Fliyinlow,i have measured the clearance attaching the magnetic base to the oil pan or the gear box and  the micrometer touching the fly-wheel on it,s  both sides.
If i push the flywheel toward the rear it meassures 0.025.
If i push it toward the front it does read 0.015 or so.














69´Charger R/T,440 ,4-speed,Dana 60 3.55.

flyinlow

Fliyinlow,i have measured the clearance attaching the magnetic base to the oil pan or the gear box and  the micrometer touching the fly-wheel on it,s  both sides.
If i push the flywheel toward the rear it meassures 0.025.
If i push it toward the front it does read 0.015 or so.



You can measure it this way but if the flywheel was loose that  could be part of your measurement.   End play: .025 minus .015 = .010"

That is max allowed ,but not out of limits.

If you measure at the dampner bolt you should get just the crankshaft endplay. Dial indicator plunger would be inline with the crankshaft centerline.

COKE

Hello again
I have meassured it at the front of the crank and the readings are similar.
I set the dial to "0" push the flywheel toward the rear ,ant it goes to 0.025 .
When i remove the lever ,it does back itself (Due the clutch pressure)to 0.004.
Then i push the flywheel toward the front and it arrives to "0" again.

Since i,m planning to swap the heads and the camshaft,what  i,m going to do is starting to pull the engine from the car and attach it to an engine stand.
It will be easier to looking for the solution with the engine out of the car.

Regards,

69´Charger R/T,440 ,4-speed,Dana 60 3.55.

firefighter3931

Quote from: COKE on April 15, 2009, 06:47:19 PM
It will be easier to looking for the solution with the engine out of the car.




:iagree: pulling the engine is the best option. Often when a thrust bearing wipes out there is metal deposits in the oil.

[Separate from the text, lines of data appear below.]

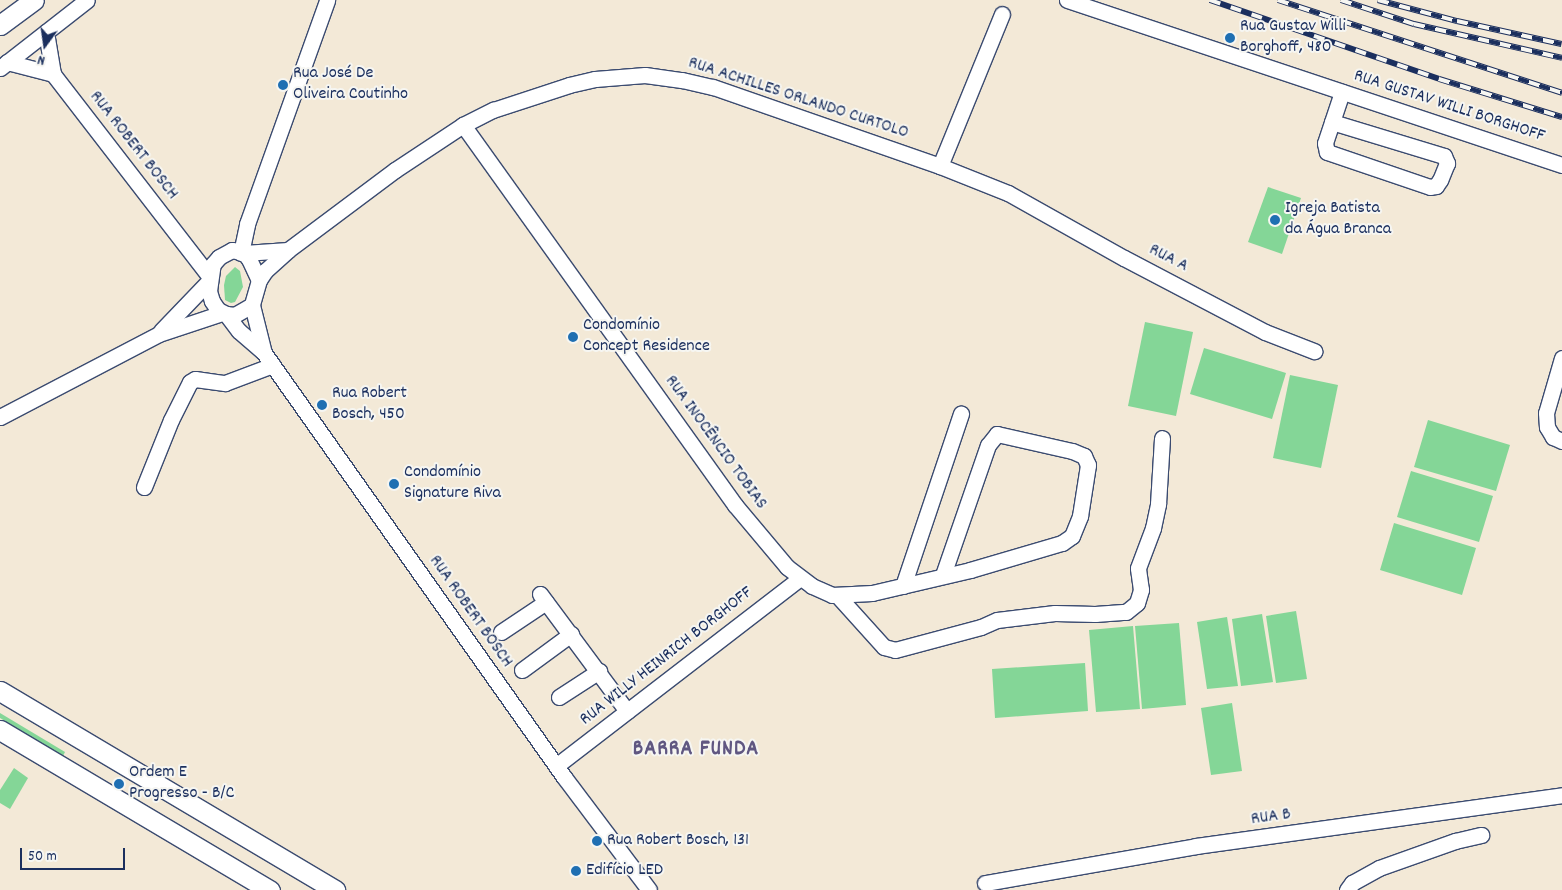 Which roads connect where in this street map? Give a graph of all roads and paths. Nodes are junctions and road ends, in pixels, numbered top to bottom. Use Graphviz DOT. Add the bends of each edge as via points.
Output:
graph roads {
  1 [pos="34,0"];
  2 [pos="87,0"];
  3 [pos="327,0"];
  4 [pos="1067,0"];
  5 [pos="1002,14"];
  6 [pos="0,25"];
  7 [pos="46,32"];
  8 [pos="4,65"];
  9 [pos="53,74"];
  10 [pos="1342,92"];
  11 [pos="1332,122"];
  12 [pos="463,125"];
  13 [pos="1562,165"];
  14 [pos="940,166"];
  15 [pos="1008,193"];
  16 [pos="288,250"];
  17 [pos="239,252"];
  18 [pos="211,274"];
  19 [pos="259,280"];
  20 [pos="252,305"];
  21 [pos="224,313"];
  22 [pos="159,334"];
  23 [pos="1314,351"];
  24 [pos="1562,358"];
  25 [pos="268,359"];
  26 [pos="961,414"];
  27 [pos="0,417"];
  28 [pos="1162,438"];
  29 [pos="1562,442"];
  30 [pos="144,487"];
  31 [pos="943,575"];
  32 [pos="800,578"];
  33 [pos="903,586"];
  34 [pos="834,595"];
  35 [pos="501,632"];
  36 [pos="571,634"];
  37 [pos="522,670"];
  38 [pos="599,670"];
  39 [pos="0,691"];
  40 [pos="559,697"];
  41 [pos="627,711"];
  42 [pos="0,730"];
  43 [pos="556,766"];
  44 [pos="1562,795"];
  45 [pos="1481,835"];
  46 [pos="985,882"];
  47 [pos="270,890"];
  48 [pos="335,890"];
  49 [pos="650,890"];
  50 [pos="1347,890"];
  1 -- 6 [label="main road"];
  2 -- 7 [label="street"];
  3 -- 17 [label="street"];
  4 -- 10 [label="street, RUA GUSTAV WILLI BORGHOFF"];
  5 -- 14 [label="street"];
  7 -- 8 [label="street"];
  7 -- 9 [label="street, RUA ROBERT BOSCH"];
  8 -- 9 [label="street"];
  9 -- 18 [label="street, RUA ROBERT BOSCH"];
  10 -- 11 [label="street"];
  10 -- 13 [label="street, RUA GUSTAV WILLI BORGHOFF"];
  11 -- 11 [label="street" via="1325,143 1327,152 1430,187 1436,186 1440,180 1447,163 1444,156"];
  12 -- 14 [label="street, RUA ACHILLES ORLANDO CURTOLO" via="493,110 569,86 595,79 645,75 713,87"];
  12 -- 16 [label="street, RUA ACHILLES ORLANDO CURTOLO"];
  12 -- 32 [label="street, RUA INOCÊNCIO TOBIAS" via="735,505"];
  14 -- 15 [label="street, RUA ACHILLES ORLANDO CURTOLO"];
  15 -- 23 [label="street, RUA A" via="1265,332"];
  16 -- 17 [label="street"];
  16 -- 19 [label="street, RUA ACHILLES ORLANDO CURTOLO"];
  17 -- 18 [label="street" via="219,257"];
  17 -- 19 [label="street" via="256,269"];
  18 -- 21 [label="street" via="212,301"];
  18 -- 22 [label="street"];
  19 -- 20 [label="street"];
  20 -- 21 [label="street" via="235,315"];
  20 -- 25 [label="street, RUA ROBERT BOSCH"];
  21 -- 22 [label="street"];
  21 -- 25 [label="street, RUA ROBERT BOSCH"];
  22 -- 27 [label="street"];
  24 -- 29 [label="street" via="1546,414 1547,427 1553,437"];
  25 -- 30 [label="street" via="224,383 190,382"];
  25 -- 43 [label="street, RUA ROBERT BOSCH"];
  26 -- 33 [label="street"];
  28 -- 34 [label="street" via="1158,504 1138,568 1141,590 1137,603 1126,612 1055,613 997,620 896,650 884,648"];
  31 -- 31 [label="street" via="1041,551 1062,544 1072,536 1080,516 1088,465 1084,456 998,434 988,445"];
  31 -- 33 [label="street"];
  32 -- 34 [label="street, RUA INOCÊNCIO TOBIAS"];
  32 -- 41 [label="street, RUA WILLY HEINRICH BORGHOFF"];
  33 -- 34 [label="street" via="863,594"];
  35 -- 36 [label="street" via="543,598"];
  36 -- 37 [label="street"];
  36 -- 38 [label="street"];
  38 -- 40 [label="street"];
  38 -- 41 [label="street"];
  39 -- 48 [label="main road"];
  41 -- 43 [label="street, RUA WILLY HEINRICH BORGHOFF"];
  42 -- 47 [label="main road"];
  43 -- 49 [label="street, RUA ROBERT BOSCH"];
  44 -- 46 [label="street, RUA B" via="1196,846"];
  45 -- 50 [label="street" via="1379,868 1352,883"];
}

You need to inspect the main/rod bearings for damage and correct if necessary.  :yesnod:

Let us know what you find  :scope:


Ron
68 Charger R/T "Black Pig" Street/Strip bruiser, 70 Charger R/T 440-6bbl Cruiser. Firecore ignition  authorized dealer ; contact me with your needs

COKE

Thanks Ron,
I have decided to  pull the engine, mainly because i,m planning to swap the combo and install aluminium heads and other cam.So this is a good time for that .
I think that the bearings can be replaced with the engine on the car.
The trouble is to know what size of bearing you need or to know if your Crank has been  machined ,wich means that you are going to need oversized bearings.
I suppouse the only way is to remove the crank and meassure it using a micrometer.

Today i have started to remove all the junk
I,ll keep you updated

Regards

69´Charger R/T,440 ,4-speed,Dana 60 3.55.

COKE

One step more,
The engine stand i have ,does not fit  this engine so i will have to wait  until i get another one for open the engine.






A small video about the end play.
Please ,tune your screen a bit brighterbecause it is very dark:

http://www.youtube.com/watch?v=-cV0Q4UvQ0w&feature=channel_page
69´Charger R/T,440 ,4-speed,Dana 60 3.55.

COKE

Hello again,
Sorry for the delay,too much bussy with other things .However i finally dissasembled the whole engine.
I found  one the crankshaft  side surfaces is  very rough and it has "eaten" the  thrust bearing copper race,that is the reason of the big end play.
It is not very well visible in the picture,but more or less you can figure what i mean.




To repair this surface and check the crankshaft aligment by a local shop is very expensive,without a 100% guarantee of a good result so i considering to buy a new one,maybe from Eagle.

Regards
69´Charger R/T,440 ,4-speed,Dana 60 3.55.